Masjid pun dibangun dan ibadah dilaksanakan disana. Masjid inipun diberi nama “The Auwal Mosque” atau masjid Auwal atau bisa diartikan lagi sebagai masjid pertama. Dari sisnilah peribadatan umat Islam dilaksanakan dengan bebas dan tanpa ketakutan sedikitpun.
Peninggalan
Selain membangun masjid, Tuan Guru juga mendirikan madrasah sebagai tempat menempa ilmu dan pendidikan. Tuan Guru tidak memilih-milih murid di madrasah ini, siapa saja bisa belajar di tempat ini, bahkan non muslim. Sehingga banyak orang-orang non muslim yang belajar di madrasah ini. Hal ini karena budak dan orang-orang kulit hitam pada waktu itu tidak diperbolehkan belajar di sekolah. Karena inilah banyak diantara mereka yang akhirnya memeluk Islam.

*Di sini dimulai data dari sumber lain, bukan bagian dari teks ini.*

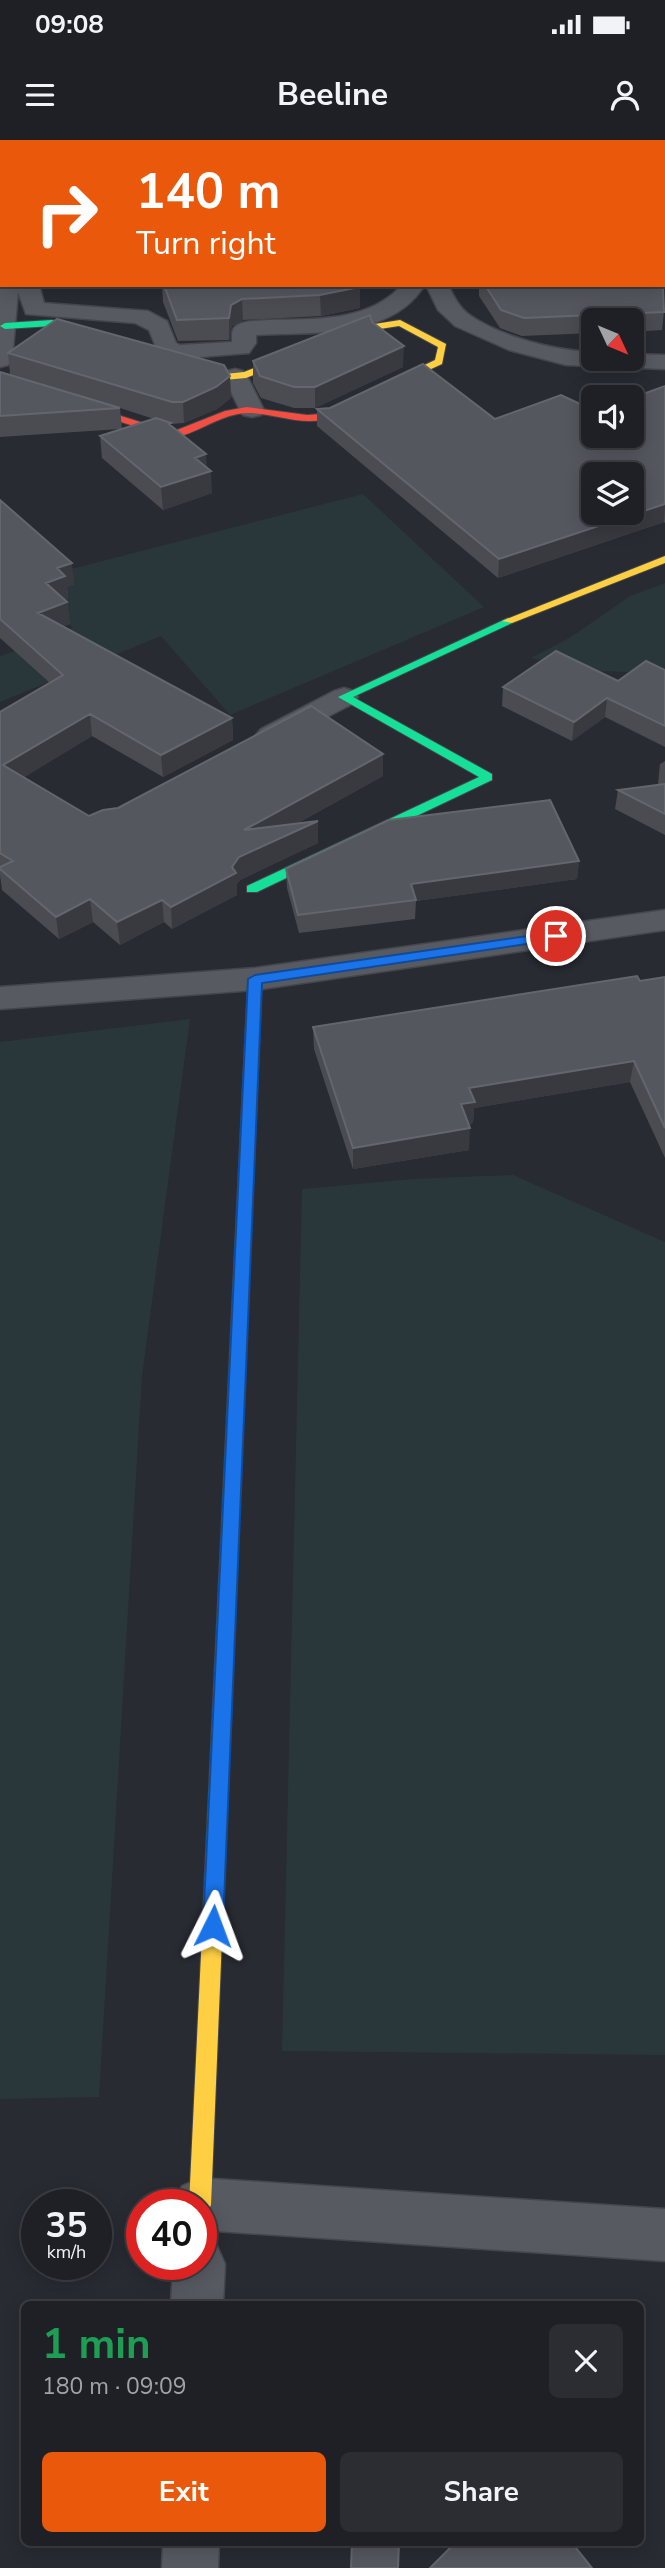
<!DOCTYPE html>
<html lang="en">
<head>
<meta charset="utf-8">
<style>
	:root { --surface:#1e2026; --page:#2b2d32; --text:#f1f3f6; --muted:#a1a3a7; --line:#3c3e43; --accent:#ea580c }
	body { margin:0; font-family:"Nunito Sans",sans-serif; background:var(--page); color:var(--text); height:100vh; display:flex; flex-direction:column; font-size:26px; white-space:nowrap }
	* { box-sizing:border-box; margin:0 }
	p { font-size:23px; color:var(--muted) }
	.icon { flex:none; width:38px; height:38px; fill:none; stroke:currentColor; stroke-width:2; stroke-linecap:round; stroke-linejoin:round }
	.map { position:relative; flex:1; overflow:hidden }
	.side { position:absolute; left:21px; top:2161px; width:623px; height:245px; display:flex; flex-direction:column; background:var(--surface); border-radius:10px; box-shadow:0 4px 18px #0003,0 0 0 2px var(--line) }
	.side>* { flex:none }
	.hud { position:absolute; left:0px; top:0px; width:665px; height:147px; box-shadow:0 4px 18px #0003,0 0 0 2px var(--line); background:#ea580c; color:#fff; overflow:hidden }
	.needle { width:46px; rotate:134deg }
	.fabs { position:absolute; left:581px; top:168px; display:grid; gap:14px }
	.fabs a { display:grid; place-items:center; width:63px; height:63px; border-radius:10px; background:var(--surface); box-shadow:0 4px 18px #0003,0 0 0 2px var(--line); font-size:35px }
	.speed { position:absolute; left:21px; top:2049px; display:flex; gap:14px; font-size:35px; font-weight:700; text-align:center }
	.speed>* { display:grid; place-content:center; width:91px; height:91px; border-radius:50%; background:var(--surface); box-shadow:0 4px 18px #0003,0 0 0 2px var(--line); line-height:1 }
	.speed small { font-size:18px; font-weight:400 }
	.speed .limit { border:10px solid #d22; background:#fff; color:#111 }
	.pin { position:absolute; display:grid; place-items:center; width:60px; height:60px; color:#fff; margin:-30px; border:4px solid #fff; border-radius:50%; box-shadow:0 2px 7px #0007 }
	.me { position:absolute; width:77px; margin:-38px; rotate:3deg; stroke-linejoin:round; filter:drop-shadow(0 0 5px #0008) }
	.turn { display:flex; align-items:center; gap:24px; height:147px; padding:0 21px; font-size:32px }
	.turn .icon { width:91px; height:91px; stroke-width:2.5 }
	.turn b { display:block; font-size:49px; line-height:60px }
	.round { display:grid; place-items:center; flex:none; width:74px; height:74px; border-radius:10px; background:var(--page) }
	.head { display:flex; align-items:center; justify-content:space-between; height:119px; padding:0 21px }
	h1 { font-size:42px; font-weight:700; line-height:52px; color:#1e9e55 }
	.action { display:flex; gap:14px; margin-top:auto; padding:14px 21px }
	.action a { flex:1; height:80px; border-radius:10px; background:var(--accent); color:#fff; font-size:28px; font-weight:700; line-height:80px; text-align:center }
	.action a+a { background:var(--page); color:var(--text) }
	.status { display:flex; justify-content:space-between; align-items:center; height:49px; padding:0 35px; background:var(--surface); direction:ltr }
	.status svg { height:19px; fill:currentColor }
	header { display:flex; justify-content:space-between; align-items:center; height:91px; padding:0 21px; background:var(--surface); font-size:32px; font-weight:700 }
	.map>svg:first-child { display:block }
	.green { fill:#2a373a }
	.lines { fill:none; stroke-linecap:round; stroke-linejoin:round }
	.street-casing { stroke:#44464b; stroke-width:3 }
	.fast-casing { stroke:#44464b; stroke-width:2 }
	.slow-casing { stroke:#44464b; stroke-width:2 }
	.jam-casing { stroke:#44464b; stroke-width:2 }
	.street { fill:#575a61; fill-rule:evenodd }
	.fast { fill:#16e098; fill-rule:evenodd }
	.slow { fill:#ffcf43; fill-rule:evenodd }
	.jam { fill:#f24e42; fill-rule:evenodd }
	.wall { fill:#4a4c52; fill-rule:evenodd }
	.shaded-wall { fill:#383a40 }
	.building { fill:#55575f; stroke:#64666e; stroke-width:2; fill-rule:evenodd }
	.route { fill:#1a73e8; stroke:#114b97; stroke-width:2 }
</style>
</head>
<body>
<div class="status"><b>09:08</b><svg viewBox="0 0 49 12"><path d="M0 12V9h3v3zM5 12V6h3v6zM10 12V3h3v9zM15 12V0h3v12zM26 1h20v11H26zM47 4h2v5h-2z"/></svg></div>
<header><svg class="icon" aria-label="menu" viewBox="0 0 24 24"><path d="M4 6h16M4 12h16M4 18h16"/></svg>Beeline<svg class="icon" aria-label="person" viewBox="0 0 24 24"><circle cx="12" cy="8" r="4"/><path d="M4 21q1-7 8-7t8 7"/></svg></header>
<div class="map">
<svg width="665" height="2428" viewBox="0 0 665 2428">
	<rect width="100%" height="100%" fill="#282b32"/>
	<path class="green" d="M363,354L484,467L230,575L161,496L0,562V516L54,498L72,488L40,437Z
		M665,443V533L598,531L531,518L571,497L630,456Z
		M190,879L142,1236L99,1957L0,1959V902Z
		M513,1035L665,1102V1915L282,1911L302,1049L412,1039Z"/>
	<g class="lines">
		<defs>
			<path id="street" d="M405,0H426L427,2H406Z
				M0,140L2,145H39L44,163L148,171L167,181L176,203L180,205L232,202C232,196 231,190 236,186C244,180 259,181 269,180C313,179 366,182 399,148L398,145H420L422,149C388,199 309,192 256,195V203L249,213L176,219L158,212L149,190L135,183L26,174L18,152L12,220L8,225L0,227Z
				M426,145H448C454,157 460,169 471,176C502,197 556,211 593,212V219H632V214L665,215V229L566,225L509,210L455,186L438,170Z
				M235,229L243,231L247,236L264,270L261,275L252,277L243,275L240,270L223,236L227,231Z
				M344,548L354,551L358,557L354,563L281,601L271,604L261,601L256,595L261,589L334,551Z
				M665,770V790L255,850L0,869V847L255,828Z
				M200,2038L665,2069V2121L201,2090V2065L174,2064L182,2046Z
				M201,2099L217,2106L225,2124L223,2165H171L173,2124H201Z
				M163,2403H219L218,2428H162Z"/>
			<path id="fast" d="M663,47H665V53H663Z
				M0,131H2V137H0Z
				M52,180L105,194L107,196L102,199L52,186L5,189L0,186L5,183Z
				M508,478L512,479V483L353,557L492,634V640L257,752H247V746L479,637L338,557Z
				M237,1224L243,1226L245,1230L223,1773L220,1779L213,1782L206,1779L203,1773L229,1230L231,1226Z"/>
			<path id="slow" d="M400,180L446,204L442,224L418,235H412V231L435,220L438,207L399,186L367,191L246,238L224,240L174,223L179,220L225,234L244,232L362,186Z
				M665,416V423L512,483L502,481Z
				M255,835L262,839L245,1230L243,1234H231L229,1230L248,839Z
				M213,1764L220,1767L223,1773L211,2065L207,2072L201,2075V2065H189L203,1773L206,1767Z"/>
			<path id="jam" d="M663,78H665V84H663Z
				M0,89H2V95H0Z
				M415,230L420,233L418,235C388,250 342,282 309,281C285,281 262,270 238,274C215,278 196,294 172,298L0,244V238L172,292L225,271L247,267L307,275L322,274Z"/>
		</defs>
		<use href="#street" class="street-casing"/>
		<use href="#fast" class="fast-casing"/>
		<use href="#slow" class="slow-casing"/>
		<use href="#jam" class="jam-casing"/>
		<use href="#street" class="street"/>
		<use href="#fast" class="fast"/>
		<use href="#slow" class="slow"/>
		<use href="#jam" class="jam"/>
	</g>
	<path class="wall" d="M162,145H360V168L321,176L243,180L232,186L229,200L178,201L163,162Z
		M479,145H663L664,172L662,190L632,192V180H593V193L522,196L500,188L479,156Z
		M372,182L403,227L315,268H294L261,258L253,243V221Z
		M8,213L230,236L231,258L217,269L184,283L171,284V286L206,328L212,353L163,370L102,318L100,296L120,289L0,297V232L10,234ZM120,268L154,279L122,289Z
		M665,246V383L664,382L498,438L317,286V269L495,279L593,296Z
		M0,360L74,444L67,447L68,458L64,459L67,462L70,484L63,486L232,578L233,600L163,637L92,596L24,637L89,676L383,636L298,683L318,681V703L240,740L237,744V755L172,789L164,782L120,805L93,782L59,799L2,750L0,735V572L50,543L0,498Z
		M665,530V607L605,577L572,601L502,566L503,547L618,541Z
		M665,621V695L615,669L618,650L659,644H658L660,624Z
		M579,721L577,739L416,761L415,779L299,793L287,748L286,729Z
		M665,837V1018L630,942L474,968L473,983L469,984V1010L353,1029L314,909L313,887Z"/>
	<path class="shaded-wall" d="M360,147V168L321,176L320,155Z
		M242,159L243,180L232,186L229,200V178L231,165Z
		M404,206L403,227L315,268V247Z
		M230,236L231,258L217,269L184,283L183,262Z
		M206,314L207,332L211,331L212,353L163,370L161,347L195,318Z
		M665,364L664,382L498,438L499,419Z
		M72,423L74,444L67,447L68,458L49,465L46,443L57,428Z
		M67,462L70,484L41,495L38,473Z
		M607,558L605,577L572,601L574,582Z
		M90,574L92,596L7,648L3,625Z
		M232,578L233,600L163,637L161,615Z
		M383,614V636L245,712L244,690Z
		M318,681V703L240,740L237,744V755L172,789L171,767L232,727L239,717Z
		M579,721L577,739L416,761L411,744Z
		M90,759L93,782L59,799L56,777Z
		M162,760L164,782L120,805L117,782Z
		M634,921L630,942L474,968L473,983L459,986L461,964L469,948Z
		M470,988L469,1010L353,1029V1008Z"/>
	<path class="building" d="M57,0H292L293,2H58Z
		M164,145H360V147L320,155L242,159L231,165L229,178L177,180Z
		M485,145H663L664,172L524,178L501,170Z
		M370,175L372,182L404,206L315,247H294L260,236L253,221Z
		M57,179L224,225L230,236L216,247L183,262H172L8,213Z
		M423,224L495,279L561,255L593,270V296H632V258L665,246V364L499,419L317,269L330,268ZM593,334H632V373H593Z
		M0,232L120,268L0,276Z
		M156,278L171,283L169,284L206,314L195,318L211,331L161,347L100,296Z
		M0,360L72,423L57,428L65,436L46,443L67,462L38,473L232,578L161,615L90,574L3,625L89,676L103,670L118,668L311,566L383,614L244,690L318,681L239,717L232,727L236,733L171,767L162,760L117,782L90,759L56,777L0,729V727L13,721L0,713V572L63,535L0,479Z
		M556,511L618,541L646,521L665,530V586L607,558L574,582L503,547Z
		M665,644V674L618,650Z
		M550,660L579,721L411,744L416,760L298,775L286,729L389,680Z
		M637,836L640,841L665,837V988L634,921L469,948L475,962L461,964L470,988L353,1008L313,887Z
		M352,2403H399L398,2428H351Z
		M455,2403H572L592,2428H430Z"/>
	<path class="route" d="M556,792L562,796L561,799L262,843L223,1786L220,1792L213,1795L206,1792L203,1786L248,839L255,835Z"/>
</svg>
<div class="fabs">
<a><svg class="needle" viewBox="-14 -14 28 28"><path d="M0-13l5 13h-10z" fill="#e53935"/><path d="M0 13l5-13h-10z" fill="#a1a3a7"/></svg></a>
<a><svg class="icon" aria-label="sound" viewBox="0 0 24 24"><path d="M4 9h4l5-4v14l-5-4H4zM17 9q2 3 0 6"/></svg></a>
<a><svg class="icon" aria-label="layers" viewBox="0 0 24 24"><path d="M12 4l9 5-9 5-9-5zM3 14l9 5 9-5"/></svg></a>
</div>
<div class="speed"><div>35<small>km/h</small></div><div class="limit">40</div></div>
<div class="pin" style="left:556px;top:796px;background:#d93025"><svg class="icon" aria-label="arrive" viewBox="0 0 24 24"><path d="M6 21V4h12l-3 4 3 4H6"/></svg></div>
<svg class="me" style="left:213px;top:1786px" viewBox="-20 -20 40 40"><path d="M0-17L14 15 0 8-14 15z" fill="#1a73e8" stroke="#fff" stroke-width="4"/></svg>
<div class="hud">
<div class="turn"><svg class="icon" aria-label="right" viewBox="0 0 24 24"><path d="M7 20v-9h11M14 6l5 5-5 5"/></svg><div><b>140 m</b>Turn right</div></div>
</div>
<section class="side">
<div class="head"><div><h1>1 min</h1><p>180 m · 09:09</p></div><a class="round"><svg class="icon" aria-label="close" viewBox="0 0 24 24"><path d="M6 6l12 12M18 6L6 18"/></svg></a></div>
<div class="action"><a>Exit</a><a>Share</a></div>
</section>
</div>
</body>
</html>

Apa yang diperjuangkan oleh Tuan Guru merupakan bukti bahwa perjuangan atas nama Allah tidak akan pernah bisa dikalahkan. Ketika Tuan Guru tidak bisa memperjuangkan kebebasannya di Tidore, Allah memindahkan arah perjuangannya di tempat lain. Begitulah bagaimana perjuangan seorang mujahid sejati di mata Allah. Subhanallah.
*Penulis adalah Mahasantri Ma’had Aly Hasyim Asy’ari Tebuireng Jombang.